Word for word, transcribe all the entries shown below.

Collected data
[Start of section]
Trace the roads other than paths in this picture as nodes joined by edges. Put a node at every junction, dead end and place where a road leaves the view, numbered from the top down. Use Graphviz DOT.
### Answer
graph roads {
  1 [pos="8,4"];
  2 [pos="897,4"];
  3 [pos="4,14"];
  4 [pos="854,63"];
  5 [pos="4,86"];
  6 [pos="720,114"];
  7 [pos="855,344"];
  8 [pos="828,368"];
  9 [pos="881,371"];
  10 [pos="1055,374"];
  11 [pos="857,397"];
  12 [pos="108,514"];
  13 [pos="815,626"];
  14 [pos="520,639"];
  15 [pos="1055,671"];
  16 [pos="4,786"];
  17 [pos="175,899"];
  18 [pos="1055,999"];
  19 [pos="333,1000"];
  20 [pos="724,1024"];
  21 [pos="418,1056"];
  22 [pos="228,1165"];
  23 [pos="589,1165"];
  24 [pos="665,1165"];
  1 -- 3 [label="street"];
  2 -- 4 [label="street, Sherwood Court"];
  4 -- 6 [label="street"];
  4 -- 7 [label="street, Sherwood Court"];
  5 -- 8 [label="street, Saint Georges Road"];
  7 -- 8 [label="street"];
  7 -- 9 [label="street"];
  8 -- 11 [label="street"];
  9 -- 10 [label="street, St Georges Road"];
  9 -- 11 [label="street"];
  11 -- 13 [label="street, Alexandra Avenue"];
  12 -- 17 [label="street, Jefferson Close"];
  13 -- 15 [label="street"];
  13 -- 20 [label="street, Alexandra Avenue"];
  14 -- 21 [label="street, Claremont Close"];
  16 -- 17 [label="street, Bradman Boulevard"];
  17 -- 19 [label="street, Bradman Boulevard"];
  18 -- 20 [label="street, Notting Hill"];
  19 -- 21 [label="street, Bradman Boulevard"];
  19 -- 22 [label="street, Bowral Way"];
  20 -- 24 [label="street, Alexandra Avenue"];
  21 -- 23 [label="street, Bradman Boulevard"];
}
[End of section]
- **Expected answer**
Trace the roads other than paths in this picture as nodes joined by edges. Put a node at every junction, dead end and place where a road leaves the view, numbered from the top down. Use Graphviz DOT.
### Answer
graph roads {
  1 [pos="8,4"];
  2 [pos="897,4"];
  3 [pos="4,14"];
  4 [pos="854,63"];
  5 [pos="4,86"];
  6 [pos="720,114"];
  7 [pos="855,344"];
  8 [pos="828,368"];
  9 [pos="881,371"];
  10 [pos="1055,374"];
  11 [pos="857,397"];
  12 [pos="108,514"];
  13 [pos="815,626"];
  14 [pos="520,639"];
  15 [pos="1055,671"];
  16 [pos="4,786"];
  17 [pos="175,899"];
  18 [pos="1055,999"];
  19 [pos="333,1000"];
  20 [pos="724,1024"];
  21 [pos="418,1056"];
  22 [pos="228,1165"];
  23 [pos="589,1165"];
  24 [pos="665,1165"];
  1 -- 3 [label="street"];
  2 -- 4 [label="street, Sherwood Court"];
  4 -- 6 [label="street"];
  4 -- 7 [label="street, Sherwood Court"];
  5 -- 8 [label="street, Saint Georges Road"];
  7 -- 8 [label="street"];
  7 -- 9 [label="street"];
  8 -- 11 [label="street"];
  9 -- 10 [label="street, St Georges Road"];
  9 -- 11 [label="street"];
  11 -- 13 [label="street, Alexandra Avenue"];
  12 -- 17 [label="street, Jefferson Close"];
  13 -- 15 [label="street"];
  13 -- 20 [label="street, Alexandra Avenue"];
  14 -- 21 [label="street, Claremont Close"];
  16 -- 17 [label="street, Bradman Boulevard"];
  17 -- 19 [label="street, Bradman Boulevard"];
  18 -- 20 [label="street, Notting Hill"];
  19 -- 21 [label="street, Bradman Boulevard"];
  19 -- 22 [label="street, Bowral Way"];
  20 -- 24 [label="street, Alexandra Avenue"];
  21 -- 23 [label="street, Bradman Boulevard"];
}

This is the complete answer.